## PROBLEM TO SOLVE:
Below are records. Copy every line with "Giles" in it.

## Collected data:
┄┄┄┄┄┄
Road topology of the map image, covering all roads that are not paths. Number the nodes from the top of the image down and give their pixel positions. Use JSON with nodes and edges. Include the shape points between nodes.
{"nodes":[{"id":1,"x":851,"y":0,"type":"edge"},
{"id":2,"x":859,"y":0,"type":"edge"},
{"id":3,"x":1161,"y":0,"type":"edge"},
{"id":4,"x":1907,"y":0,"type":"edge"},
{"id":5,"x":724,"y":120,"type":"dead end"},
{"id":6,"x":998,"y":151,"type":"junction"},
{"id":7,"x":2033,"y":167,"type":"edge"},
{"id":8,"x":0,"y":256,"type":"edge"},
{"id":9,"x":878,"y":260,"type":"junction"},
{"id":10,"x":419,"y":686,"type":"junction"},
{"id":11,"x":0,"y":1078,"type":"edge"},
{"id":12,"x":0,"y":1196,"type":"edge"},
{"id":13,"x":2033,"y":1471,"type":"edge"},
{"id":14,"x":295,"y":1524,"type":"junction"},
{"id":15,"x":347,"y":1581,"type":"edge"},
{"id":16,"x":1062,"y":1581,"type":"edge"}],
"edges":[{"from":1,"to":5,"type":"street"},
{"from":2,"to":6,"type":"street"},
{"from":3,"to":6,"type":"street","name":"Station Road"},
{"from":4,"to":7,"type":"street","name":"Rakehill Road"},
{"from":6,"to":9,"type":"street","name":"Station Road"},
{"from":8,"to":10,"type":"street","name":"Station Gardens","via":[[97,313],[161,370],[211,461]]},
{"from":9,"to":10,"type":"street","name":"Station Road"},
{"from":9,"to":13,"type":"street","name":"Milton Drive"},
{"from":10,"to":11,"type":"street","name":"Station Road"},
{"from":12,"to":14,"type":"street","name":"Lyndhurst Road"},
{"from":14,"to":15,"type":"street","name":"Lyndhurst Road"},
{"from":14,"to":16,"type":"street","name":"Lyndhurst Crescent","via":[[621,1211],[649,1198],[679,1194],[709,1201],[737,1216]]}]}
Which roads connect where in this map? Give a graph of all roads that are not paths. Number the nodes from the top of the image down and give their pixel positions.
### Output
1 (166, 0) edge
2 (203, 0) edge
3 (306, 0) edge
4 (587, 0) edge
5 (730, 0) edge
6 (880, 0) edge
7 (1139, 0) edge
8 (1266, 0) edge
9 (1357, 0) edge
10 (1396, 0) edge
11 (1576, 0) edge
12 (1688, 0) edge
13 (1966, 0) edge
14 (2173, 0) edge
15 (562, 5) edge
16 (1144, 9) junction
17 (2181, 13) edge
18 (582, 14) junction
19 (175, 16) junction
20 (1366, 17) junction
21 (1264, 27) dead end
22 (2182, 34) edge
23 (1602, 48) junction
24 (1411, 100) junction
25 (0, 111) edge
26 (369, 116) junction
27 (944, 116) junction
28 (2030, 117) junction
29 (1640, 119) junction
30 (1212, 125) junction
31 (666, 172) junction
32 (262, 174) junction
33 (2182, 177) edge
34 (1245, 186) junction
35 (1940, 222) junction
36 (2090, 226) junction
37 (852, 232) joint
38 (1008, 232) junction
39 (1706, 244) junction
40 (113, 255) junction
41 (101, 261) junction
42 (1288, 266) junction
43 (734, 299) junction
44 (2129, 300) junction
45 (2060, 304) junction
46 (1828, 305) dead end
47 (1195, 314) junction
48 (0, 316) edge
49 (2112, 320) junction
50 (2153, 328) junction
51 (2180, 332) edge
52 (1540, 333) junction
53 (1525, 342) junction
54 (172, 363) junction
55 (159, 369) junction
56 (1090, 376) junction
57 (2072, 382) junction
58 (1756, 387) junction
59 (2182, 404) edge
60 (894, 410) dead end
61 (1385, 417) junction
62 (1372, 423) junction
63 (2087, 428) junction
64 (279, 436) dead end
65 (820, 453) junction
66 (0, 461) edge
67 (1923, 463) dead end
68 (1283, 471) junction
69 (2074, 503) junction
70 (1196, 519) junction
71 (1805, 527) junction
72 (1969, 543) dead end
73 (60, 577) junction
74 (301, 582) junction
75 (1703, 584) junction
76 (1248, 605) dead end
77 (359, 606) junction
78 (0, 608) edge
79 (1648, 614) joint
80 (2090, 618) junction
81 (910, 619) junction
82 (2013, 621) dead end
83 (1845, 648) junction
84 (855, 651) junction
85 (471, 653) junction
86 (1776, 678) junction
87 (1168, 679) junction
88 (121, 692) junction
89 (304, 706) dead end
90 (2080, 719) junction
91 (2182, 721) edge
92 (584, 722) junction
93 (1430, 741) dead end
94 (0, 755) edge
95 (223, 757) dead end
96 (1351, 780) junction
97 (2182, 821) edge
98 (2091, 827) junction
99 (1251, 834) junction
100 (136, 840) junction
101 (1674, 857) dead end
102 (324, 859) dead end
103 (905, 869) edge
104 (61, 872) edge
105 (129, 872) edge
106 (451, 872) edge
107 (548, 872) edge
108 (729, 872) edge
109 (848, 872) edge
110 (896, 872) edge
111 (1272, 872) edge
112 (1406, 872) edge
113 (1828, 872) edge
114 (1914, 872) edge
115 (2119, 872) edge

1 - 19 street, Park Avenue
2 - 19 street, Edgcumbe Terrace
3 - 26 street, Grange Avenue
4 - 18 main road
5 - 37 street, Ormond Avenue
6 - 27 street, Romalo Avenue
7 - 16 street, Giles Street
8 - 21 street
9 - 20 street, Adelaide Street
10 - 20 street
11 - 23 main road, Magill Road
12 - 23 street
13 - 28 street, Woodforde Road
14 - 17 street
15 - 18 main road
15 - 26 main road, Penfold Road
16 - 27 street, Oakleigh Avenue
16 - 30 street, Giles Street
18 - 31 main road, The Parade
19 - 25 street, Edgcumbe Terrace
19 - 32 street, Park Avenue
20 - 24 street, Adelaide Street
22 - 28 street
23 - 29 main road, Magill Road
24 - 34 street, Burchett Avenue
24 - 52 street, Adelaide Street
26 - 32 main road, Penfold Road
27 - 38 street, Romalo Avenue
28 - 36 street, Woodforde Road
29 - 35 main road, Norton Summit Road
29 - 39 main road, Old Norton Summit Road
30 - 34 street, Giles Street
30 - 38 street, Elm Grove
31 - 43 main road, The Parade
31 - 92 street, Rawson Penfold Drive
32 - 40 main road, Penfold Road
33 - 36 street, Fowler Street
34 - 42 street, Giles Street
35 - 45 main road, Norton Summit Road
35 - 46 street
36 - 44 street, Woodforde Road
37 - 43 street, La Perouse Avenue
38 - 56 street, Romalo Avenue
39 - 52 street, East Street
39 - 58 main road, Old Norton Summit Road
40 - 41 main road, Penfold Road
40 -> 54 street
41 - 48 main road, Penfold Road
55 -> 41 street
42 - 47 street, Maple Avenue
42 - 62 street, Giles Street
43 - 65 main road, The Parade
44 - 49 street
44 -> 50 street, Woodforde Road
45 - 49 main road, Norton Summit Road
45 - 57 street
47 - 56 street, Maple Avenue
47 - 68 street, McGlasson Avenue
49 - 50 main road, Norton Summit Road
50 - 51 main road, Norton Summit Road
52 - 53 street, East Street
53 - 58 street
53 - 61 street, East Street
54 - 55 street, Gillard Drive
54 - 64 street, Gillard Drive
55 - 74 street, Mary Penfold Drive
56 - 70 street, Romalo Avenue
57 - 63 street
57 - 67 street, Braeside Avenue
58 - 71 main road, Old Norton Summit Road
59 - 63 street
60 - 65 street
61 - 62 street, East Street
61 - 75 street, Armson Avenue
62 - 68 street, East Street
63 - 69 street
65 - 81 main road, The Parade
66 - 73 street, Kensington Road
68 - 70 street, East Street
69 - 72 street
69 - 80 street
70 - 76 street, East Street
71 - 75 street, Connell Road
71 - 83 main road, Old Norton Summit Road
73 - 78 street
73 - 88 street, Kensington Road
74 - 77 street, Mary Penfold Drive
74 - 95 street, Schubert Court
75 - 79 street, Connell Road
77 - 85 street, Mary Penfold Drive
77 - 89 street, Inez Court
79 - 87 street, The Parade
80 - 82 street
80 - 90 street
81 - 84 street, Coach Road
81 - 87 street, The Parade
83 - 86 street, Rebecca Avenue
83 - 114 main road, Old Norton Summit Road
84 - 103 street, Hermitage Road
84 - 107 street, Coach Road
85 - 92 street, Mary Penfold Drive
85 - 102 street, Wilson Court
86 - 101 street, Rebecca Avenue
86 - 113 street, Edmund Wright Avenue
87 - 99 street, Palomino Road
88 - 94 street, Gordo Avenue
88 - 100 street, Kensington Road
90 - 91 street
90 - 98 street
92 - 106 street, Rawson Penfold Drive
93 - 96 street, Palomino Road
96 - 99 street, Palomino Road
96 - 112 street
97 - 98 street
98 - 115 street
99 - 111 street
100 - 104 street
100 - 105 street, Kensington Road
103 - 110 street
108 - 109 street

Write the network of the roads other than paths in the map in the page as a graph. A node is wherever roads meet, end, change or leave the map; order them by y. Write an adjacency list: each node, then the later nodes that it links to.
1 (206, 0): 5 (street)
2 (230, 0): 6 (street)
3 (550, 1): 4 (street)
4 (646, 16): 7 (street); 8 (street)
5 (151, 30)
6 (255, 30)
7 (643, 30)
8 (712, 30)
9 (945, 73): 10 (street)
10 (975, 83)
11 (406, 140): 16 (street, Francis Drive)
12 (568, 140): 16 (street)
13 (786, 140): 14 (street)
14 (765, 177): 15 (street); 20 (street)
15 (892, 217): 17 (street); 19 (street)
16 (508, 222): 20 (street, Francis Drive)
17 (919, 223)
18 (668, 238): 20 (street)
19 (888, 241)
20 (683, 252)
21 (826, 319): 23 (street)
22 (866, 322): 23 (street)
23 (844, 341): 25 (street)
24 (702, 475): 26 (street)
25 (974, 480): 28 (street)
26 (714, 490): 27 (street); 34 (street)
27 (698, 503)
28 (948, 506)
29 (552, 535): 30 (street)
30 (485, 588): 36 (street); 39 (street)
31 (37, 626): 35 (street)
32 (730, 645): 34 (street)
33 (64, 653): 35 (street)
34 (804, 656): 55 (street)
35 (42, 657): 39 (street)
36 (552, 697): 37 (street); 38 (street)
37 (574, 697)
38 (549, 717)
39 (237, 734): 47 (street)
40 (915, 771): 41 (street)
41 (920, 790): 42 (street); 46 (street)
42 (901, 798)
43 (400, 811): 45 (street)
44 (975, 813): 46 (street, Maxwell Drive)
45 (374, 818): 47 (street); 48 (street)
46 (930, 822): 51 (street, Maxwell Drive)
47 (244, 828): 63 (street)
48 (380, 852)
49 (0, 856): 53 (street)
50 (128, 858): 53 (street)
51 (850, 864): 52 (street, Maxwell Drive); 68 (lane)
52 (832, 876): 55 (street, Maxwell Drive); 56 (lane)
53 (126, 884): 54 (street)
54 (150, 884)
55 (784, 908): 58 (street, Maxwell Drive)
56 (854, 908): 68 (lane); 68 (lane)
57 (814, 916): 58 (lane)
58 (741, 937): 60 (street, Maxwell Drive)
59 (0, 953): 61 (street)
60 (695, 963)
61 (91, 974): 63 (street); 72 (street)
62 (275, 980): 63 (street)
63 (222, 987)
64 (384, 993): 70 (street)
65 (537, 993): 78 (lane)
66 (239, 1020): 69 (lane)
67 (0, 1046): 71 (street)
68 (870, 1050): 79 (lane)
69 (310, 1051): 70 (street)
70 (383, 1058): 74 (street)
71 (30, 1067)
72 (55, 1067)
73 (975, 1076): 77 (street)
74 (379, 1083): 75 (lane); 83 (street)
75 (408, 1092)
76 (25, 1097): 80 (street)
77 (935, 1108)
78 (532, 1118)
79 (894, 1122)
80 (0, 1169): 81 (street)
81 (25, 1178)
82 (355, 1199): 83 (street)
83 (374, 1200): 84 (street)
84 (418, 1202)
┄┄┄┄┄┄
## TASK SOLUTION:
7 - 16 street, Giles Street
16 - 30 street, Giles Street
30 - 34 street, Giles Street
34 - 42 street, Giles Street
42 - 62 street, Giles Street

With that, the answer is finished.